▸ **ASSIGNED TASK**: Give back word for word every line from the one that includes "ring mcp: (758, 1187)" through the last line of the listing, and nothing besides.
** DATA PROVIDED follows **
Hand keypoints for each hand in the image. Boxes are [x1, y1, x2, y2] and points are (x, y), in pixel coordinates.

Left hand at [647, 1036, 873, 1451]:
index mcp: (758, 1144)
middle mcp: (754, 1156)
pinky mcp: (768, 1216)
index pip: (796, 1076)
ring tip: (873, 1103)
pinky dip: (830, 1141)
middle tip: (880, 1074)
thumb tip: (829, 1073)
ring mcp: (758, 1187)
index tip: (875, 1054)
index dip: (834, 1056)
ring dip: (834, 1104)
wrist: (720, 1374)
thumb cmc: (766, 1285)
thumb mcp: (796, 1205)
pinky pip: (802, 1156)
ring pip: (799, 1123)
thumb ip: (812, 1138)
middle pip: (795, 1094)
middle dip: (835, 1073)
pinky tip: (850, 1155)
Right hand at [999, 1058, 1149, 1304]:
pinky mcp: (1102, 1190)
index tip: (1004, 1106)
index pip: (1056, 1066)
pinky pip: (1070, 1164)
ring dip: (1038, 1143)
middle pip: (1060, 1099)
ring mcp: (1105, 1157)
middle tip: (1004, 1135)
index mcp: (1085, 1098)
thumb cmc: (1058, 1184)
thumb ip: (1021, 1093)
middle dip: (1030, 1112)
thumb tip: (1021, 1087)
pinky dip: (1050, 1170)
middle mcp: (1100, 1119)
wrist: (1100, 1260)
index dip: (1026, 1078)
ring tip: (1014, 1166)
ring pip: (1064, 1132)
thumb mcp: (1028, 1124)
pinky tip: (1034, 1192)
** End of DATA PROVIDED **
▸ **TASK RESULT**:
ring mcp: (758, 1187)
index tip: (875, 1054)
index dip: (834, 1056)
ring dip: (834, 1104)
wrist: (720, 1374)
thumb cmc: (766, 1285)
thumb mcp: (796, 1205)
pinky pip: (802, 1156)
ring pip: (799, 1123)
thumb ip: (812, 1138)
middle pip: (795, 1094)
middle dip: (835, 1073)
pinky tip: (850, 1155)
Right hand at [999, 1058, 1149, 1304]:
pinky mcp: (1102, 1190)
index tip: (1004, 1106)
index pip: (1056, 1066)
pinky pip: (1070, 1164)
ring dip: (1038, 1143)
middle pip: (1060, 1099)
ring mcp: (1105, 1157)
middle tip: (1004, 1135)
index mcp: (1085, 1098)
thumb cmc: (1058, 1184)
thumb ip: (1021, 1093)
middle dip: (1030, 1112)
thumb tip: (1021, 1087)
pinky dip: (1050, 1170)
middle mcp: (1100, 1119)
wrist: (1100, 1260)
index dip: (1026, 1078)
ring tip: (1014, 1166)
ring pip: (1064, 1132)
thumb mcp: (1028, 1124)
pinky tip: (1034, 1192)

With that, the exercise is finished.